As to how much work does it take, remember that Thomas Edison tried something like a thousand different filaments before finding one that worked for the light bulb.

AAnonymous· Sep 12, 2014

That's a really neat website. Thanks for the link. Have you studied it much? I am a karate instructor, do fire spinning, practice integrated meditation, and create a fair bit of art, so I'm somewhat familiar with the idea. But this seems like it's taking the things I do and moving a fair bit past where I understand.

I wasn't able to find many clear suggestions, but it seemed like they were suggesting that doing physical activity is a critical first step. I find that if I don't practice karate regularly I end up depressed and have a hard time focusing, but I generally attribute this to the exercise itself releasing endorphins and dopamine and generally helping to stabilize mood. I don't think I've ever really been able to carry the sense of flow from karate into my work in any direct way. Are they suggesting that, for instance, I should do a hard workout or spar with a friend and then immediately shift into thinking about my technical problems?

AAnonymous· Sep 12, 2014

Based on an interview I heard with Steve Kotler (and this is from memory so...), he says to write down a problem you're struggling with, then do <em>light</em> physical activity, not too intense. Go for a walk or something like that.

Also, he says that the recovery stage often feels like mild depression. So take time away from the problem and remind yourself that it will come back, but you can't just enter a flow state at will.
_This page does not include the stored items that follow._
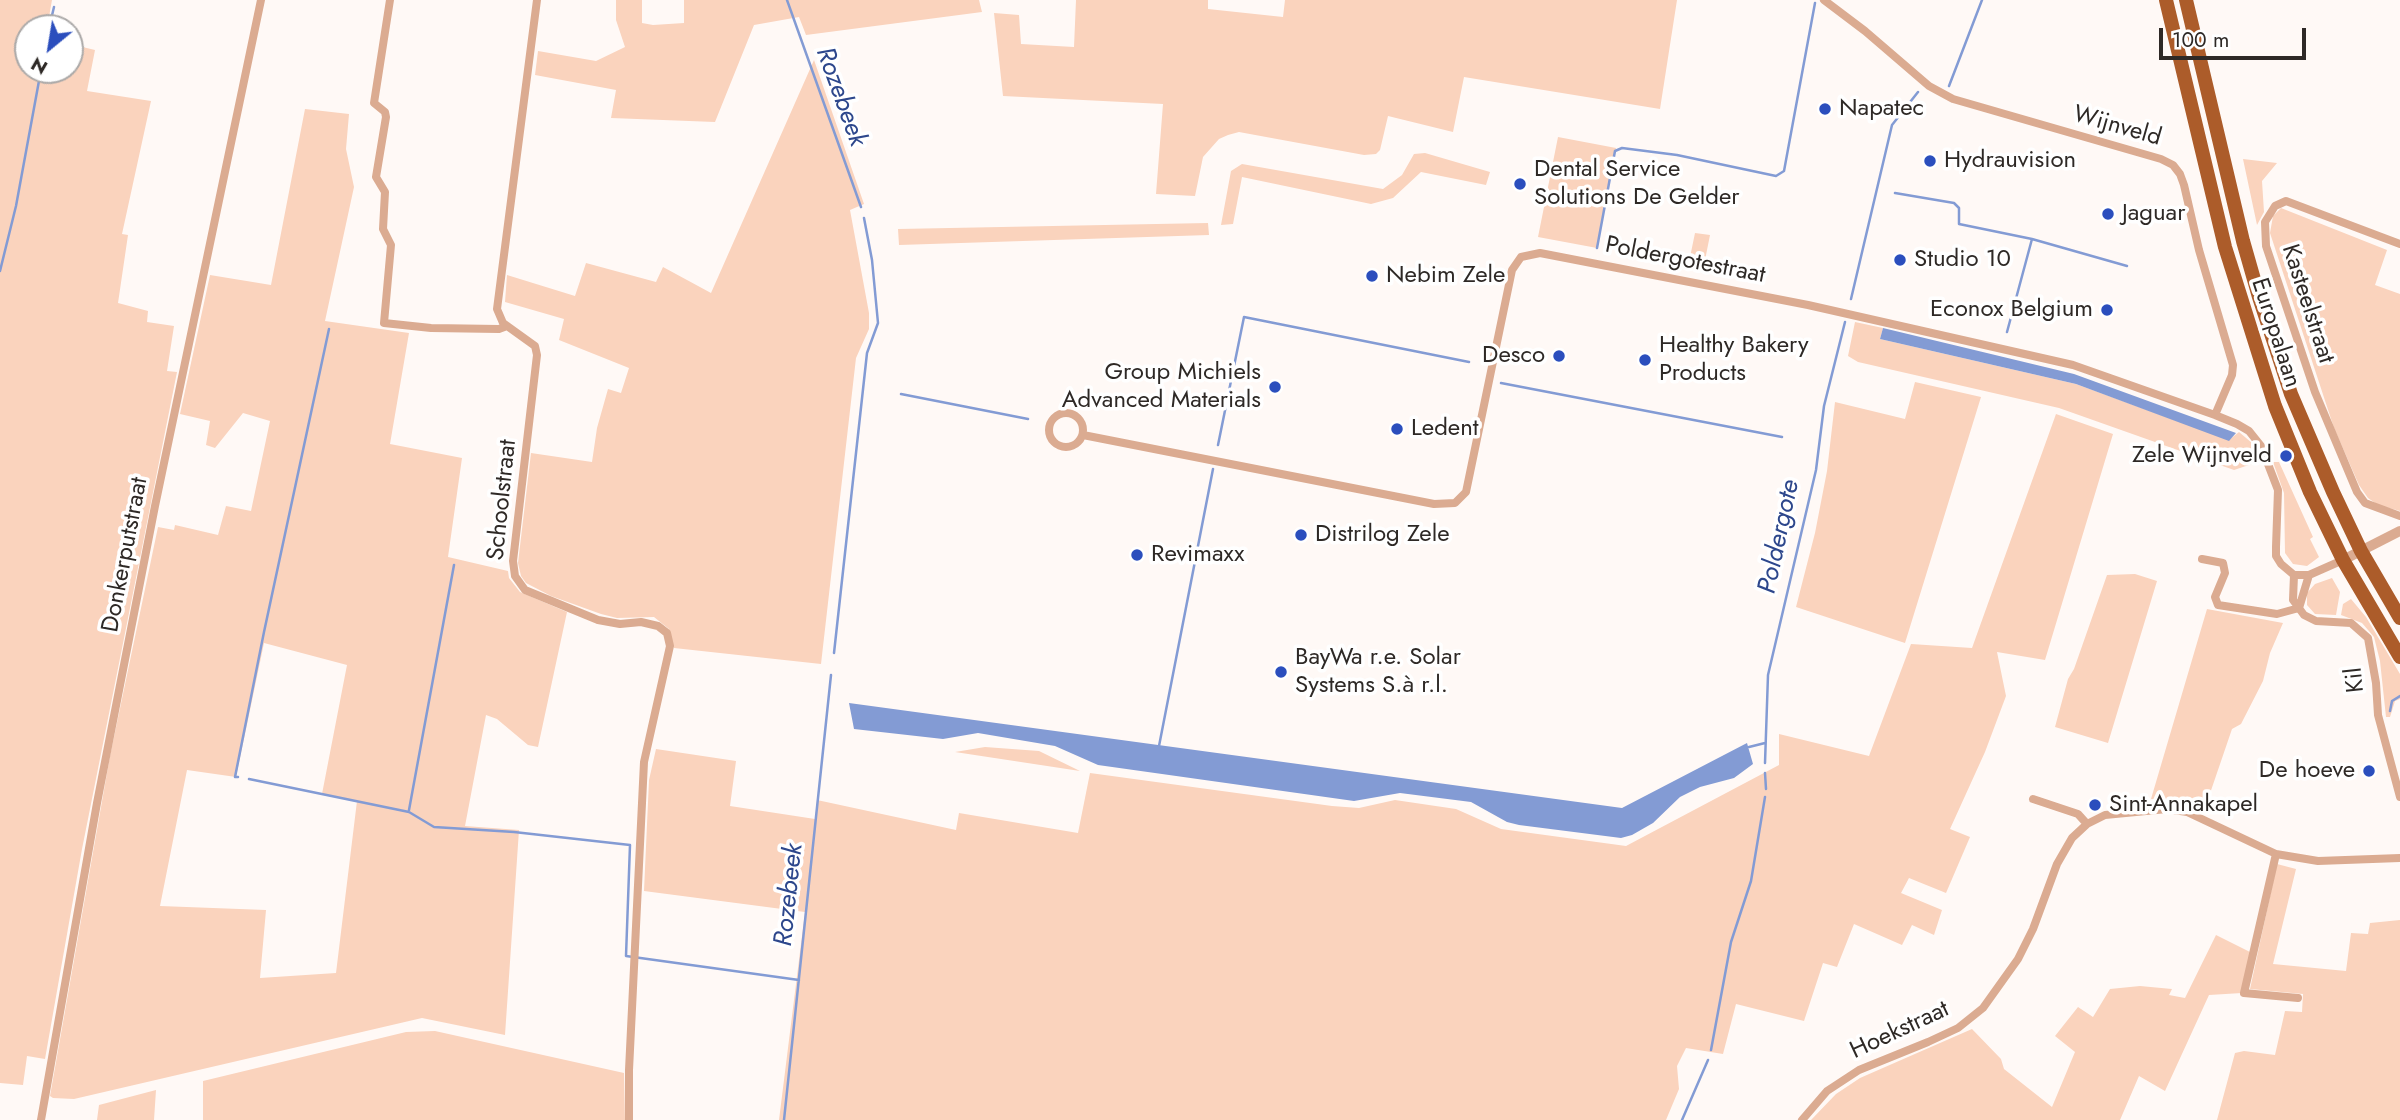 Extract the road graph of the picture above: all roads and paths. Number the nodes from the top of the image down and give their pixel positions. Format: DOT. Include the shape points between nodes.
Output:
graph roads {
  1 [pos="261,0"];
  2 [pos="390,0"];
  3 [pos="537,0"];
  4 [pos="1824,0"];
  5 [pos="2166,0"];
  6 [pos="2186,0"];
  7 [pos="2400,244"];
  8 [pos="507,326"];
  9 [pos="2215,415"];
  10 [pos="1083,435"];
  11 [pos="2400,516"];
  12 [pos="2400,531"];
  13 [pos="2361,551"];
  14 [pos="2202,559"];
  15 [pos="2343,560"];
  16 [pos="2294,575"];
  17 [pos="2309,575"];
  18 [pos="2299,607"];
  19 [pos="2400,618"];
  20 [pos="2400,657"];
  21 [pos="2400,797"];
  22 [pos="2033,799"];
  23 [pos="2087,824"];
  24 [pos="2276,854"];
  25 [pos="2400,858"];
  26 [pos="2298,998"];
  27 [pos="41,1120"];
  28 [pos="629,1120"];
  29 [pos="1802,1120"];
  1 -- 27 [label="street, Donkerputstraat" via="155,506"];
  2 -- 8 [label="street" via="374,103 386,117 376,177 385,192 383,229 391,245 384,323 431,328"];
  3 -- 8 [label="street" via="497,309"];
  4 -- 9 [label="street, Wijnveld" via="1929,86 1953,99 2173,165 2184,186 2233,365"];
  5 -- 15 [label="highway, Europalaan" via="2225,247 2258,356 2295,457"];
  6 -- 13 [label="highway, Europalaan" via="2259,297 2291,394"];
  7 -- 11 [label="street, Kasteelstraat" via="2286,201 2275,206 2265,222 2266,246 2315,392 2357,492 2365,503"];
  8 -- 28 [label="street, Schoolstraat" via="535,346 537,355 515,576 525,590 598,620 658,626 667,634 670,646 644,762"];
  9 -- 10 [label="street, Poldergotestraat" via="2073,365 1808,304 1531,253 1521,257 1512,270 1465,492 1455,503 1434,504"];
  9 -- 16 [label="street, Poldergotestraat" via="2249,431 2261,446 2278,490 2276,556"];
  10 -- 10 [label="street, Poldergotestraat" via="1082,423 1074,415 1063,413 1050,424 1051,438 1063,447 1079,442"];
  12 -- 13 [label="street"];
  13 -- 15 [label="street"];
  13 -- 19 [label="highway, Europalaan"];
  14 -- 18 [label="street" via="2223,563 2225,573 2215,597 2218,605 2277,614"];
  15 -- 17 [label="street"];
  15 -- 20 [label="highway, Europalaan"];
  16 -- 17 [label="street"];
  16 -- 18 [label="street" via="2293,600"];
  17 -- 18 [label="street"];
  18 -- 21 [label="street, Kil" via="2316,621 2351,623 2368,638 2378,715"];
  22 -- 23 [label="street" via="2078,814"];
  23 -- 24 [label="street" via="2133,811 2187,812"];
  23 -- 29 [label="street, Hoekstraat" via="2072,838 2057,864 2018,959 1983,1008 1948,1033 1859,1070 1827,1091"];
  24 -- 25 [label="street" via="2318,861"];
  24 -- 26 [label="street" via="2244,992"];
} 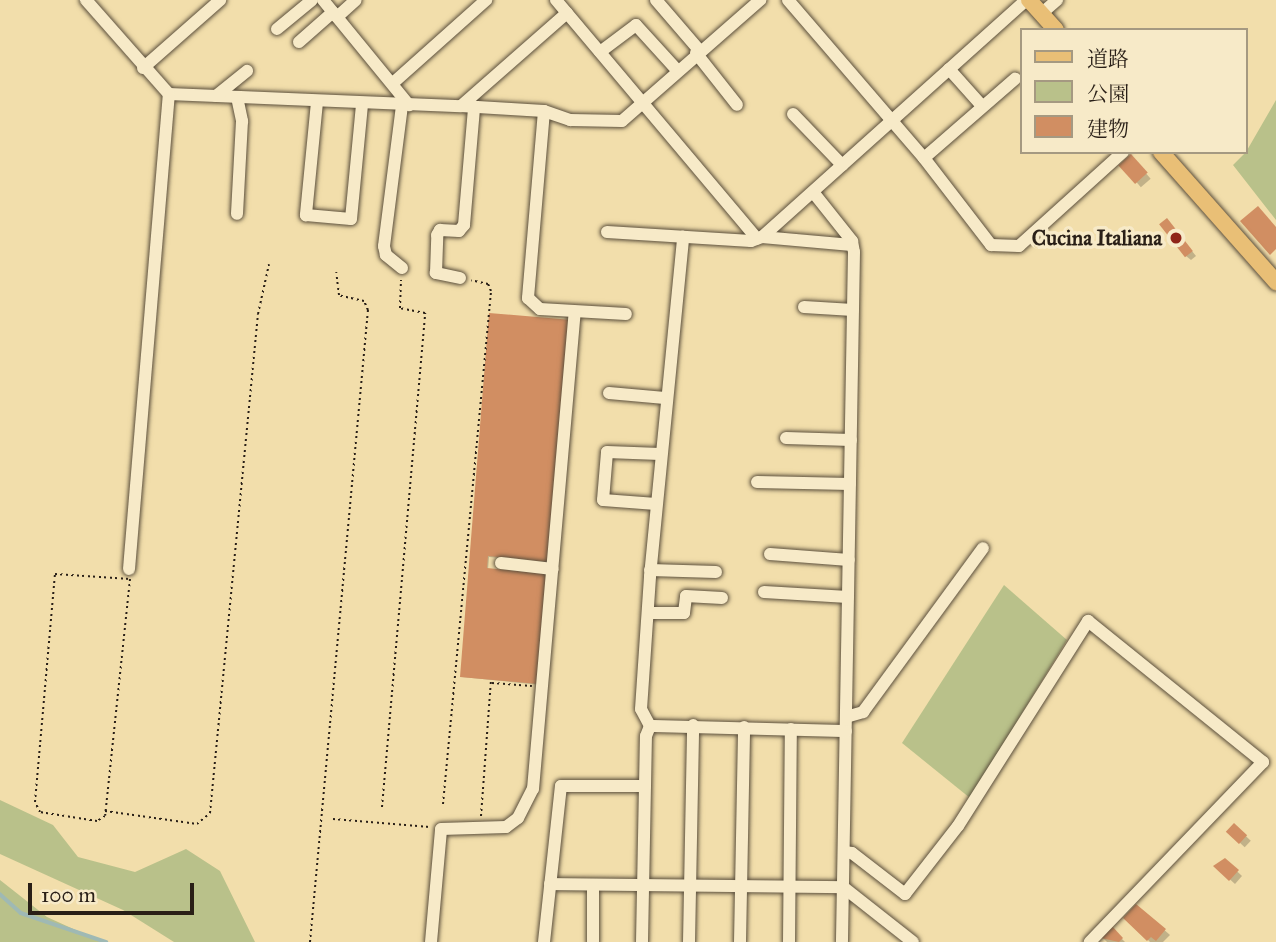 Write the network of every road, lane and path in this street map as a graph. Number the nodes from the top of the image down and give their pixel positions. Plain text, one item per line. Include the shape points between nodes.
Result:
1 (86, 0) edge
2 (220, 0) edge
3 (312, 0) edge
4 (323, 0) edge
5 (356, 0) edge
6 (486, 0) edge
7 (556, 0) edge
8 (656, 0) edge
9 (760, 0) edge
10 (788, 0) edge
11 (1028, 0) edge
12 (1057, 0) edge
13 (567, 13) junction
14 (1042, 13) junction
15 (335, 14) junction
16 (1054, 28) edge
17 (277, 29) dead end
18 (299, 42) dead end
19 (600, 52) junction
20 (698, 52) junction
21 (143, 68) junction
22 (949, 69) junction
23 (677, 70) junction
24 (247, 71) dead end
25 (1015, 79) dead end
26 (393, 83) junction
27 (169, 94) junction
28 (216, 96) junction
29 (237, 97) junction
30 (641, 101) junction
31 (317, 102) junction
32 (362, 104) junction
33 (406, 105) junction
34 (737, 105) dead end
35 (982, 106) junction
36 (467, 107) junction
37 (544, 111) junction
38 (793, 114) dead end
39 (892, 119) junction
40 (1121, 154) edge
41 (1163, 154) edge
42 (925, 158) junction
43 (842, 165) junction
44 (813, 192) junction
45 (237, 214) dead end
46 (607, 232) dead end
47 (683, 237) junction
48 (759, 238) junction
49 (852, 245) junction
50 (269, 264) dead end
51 (402, 268) joint
52 (336, 272) dead end
53 (460, 278) joint
54 (1276, 282) edge
55 (804, 307) dead end
56 (853, 310) junction
57 (575, 312) junction
58 (626, 314) dead end
59 (609, 393) dead end
60 (665, 394) junction
61 (786, 438) dead end
62 (851, 440) junction
63 (660, 454) junction
64 (757, 482) dead end
65 (850, 484) junction
66 (656, 504) junction
67 (983, 548) dead end
68 (770, 554) dead end
69 (849, 560) junction
70 (501, 564) dead end
71 (130, 569) dead end
72 (553, 569) junction
73 (650, 570) junction
74 (716, 572) dead end
75 (764, 592) dead end
76 (848, 597) junction
77 (722, 598) dead end
78 (648, 613) junction
79 (543, 687) junction
80 (846, 717) junction
81 (693, 725) junction
82 (650, 726) junction
83 (744, 727) junction
84 (790, 729) junction
85 (846, 732) junction
86 (645, 786) junction
87 (443, 804) dead end
88 (382, 807) dead end
89 (105, 811) junction
90 (333, 819) dead end
91 (480, 827) junction
92 (442, 828) junction
93 (844, 852) junction
94 (550, 884) junction
95 (593, 885) junction
96 (642, 886) junction
97 (790, 886) junction
98 (740, 887) junction
99 (843, 887) junction
100 (690, 888) junction
101 (310, 942) edge
102 (431, 942) edge
103 (544, 942) edge
104 (593, 942) edge
105 (642, 942) edge
106 (689, 942) edge
107 (740, 942) edge
108 (789, 942) edge
109 (842, 942) edge
110 (913, 942) edge
111 (1090, 942) edge

1 - 21 street
2 - 21 street
3 - 17 street
4 - 15 street
5 - 15 street
6 - 26 street
7 - 13 street
8 - 20 street
9 - 20 street
10 - 39 street
11 - 14 main road
11 - 22 street
12 - 14 street
13 - 19 street
13 - 36 street
14 - 16 main road
15 - 18 street
15 - 26 street
19 - 23 street via 636,25
19 - 30 street
20 - 23 street
20 - 34 street
21 - 27 street
22 - 35 street
22 - 39 street
23 - 30 street
24 - 28 street
25 - 35 street
26 - 33 street
27 - 28 street
27 - 71 street
28 - 29 street
29 - 31 street
29 - 45 street via 242,121
30 - 37 street via 622,121 570,120
30 - 48 street
31 - 32 street
31 - 32 street via 306,215 351,219
32 - 33 street
33 - 36 street
33 - 51 street via 384,246 386,255
35 - 42 street
36 - 37 street
36 - 53 street via 464,225 459,231 440,230 437,235 436,273
37 - 57 street via 528,298 540,309
38 - 43 street
39 - 42 street
39 - 43 street
40 - 42 street via 1013,247 991,245
41 - 54 main road
43 - 44 street
44 - 48 street
44 - 49 street
46 - 47 street
47 - 48 street
47 - 60 street via 673,360
48 - 49 street
49 - 56 street
50 - 89 path via 258,314 210,813 197,824
51 - 88 path via 400,308 425,313
52 - 101 path via 340,295 364,301 368,310
53 - 87 path via 488,284 491,291
55 - 56 street
56 - 62 street
57 - 58 street
57 - 72 street
59 - 60 street
60 - 63 street
61 - 62 street
62 - 65 street
63 - 66 street
63 - 66 street via 607,452 603,500
64 - 65 street
65 - 69 street
66 - 73 street
67 - 80 street via 863,712
68 - 69 street
69 - 76 street
70 - 72 street
72 - 79 street
73 - 74 street
73 - 78 street
75 - 76 street
76 - 80 street
77 - 78 street via 686,596 684,613
78 - 82 street via 641,709
79 - 91 street via 529,800 506,827
79 - 91 path via 491,681
80 - 85 street
81 - 82 street
81 - 83 street
81 - 100 street
82 - 86 street
83 - 84 street
83 - 98 street
84 - 85 street
84 - 97 street
85 - 93 street
86 - 94 street via 561,786
86 - 96 street
89 - 89 path via 97,821 40,812 35,802 55,574 130,579
90 - 92 path
91 - 92 street
92 - 102 street
93 - 99 street
93 - 111 street via 852,853 905,894 958,826 1088,621 1263,762
94 - 95 street
94 - 103 street
95 - 96 street
95 - 104 street
96 - 100 street
96 - 105 street
97 - 98 street
97 - 99 street
97 - 108 street
98 - 100 street
98 - 107 street
99 - 109 street
99 - 110 street
100 - 106 street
I haven't systematically tried to apply this, but here are some things I do when I'm blocked.

Take a break
Do some stuff that requires low cognitive load - running errands, responding to emails that don't require a lot of thought etc
I also try to listen to music when in flow, but I listen to the same song over and over (actually two songs). I got this idea from a Ryan Holiday post - http://www.ryanholiday.net/heres-a-quick-productivity-secret-dont-buy-wifi-on-flights/

AAnonymous· Sep 12, 2014

Try very, very, long distant walking. Miles and miles ,where there's no computers and your mind is forced to do nothing but entertain itself.Not talking about sitting next to a creek or nature walks----- thinking about stuff .. I mean scary- long distant walking.

10-15 miles.

AAnonymous· Sep 12, 2014

Talk to Steve Blank he came up with Epiphany.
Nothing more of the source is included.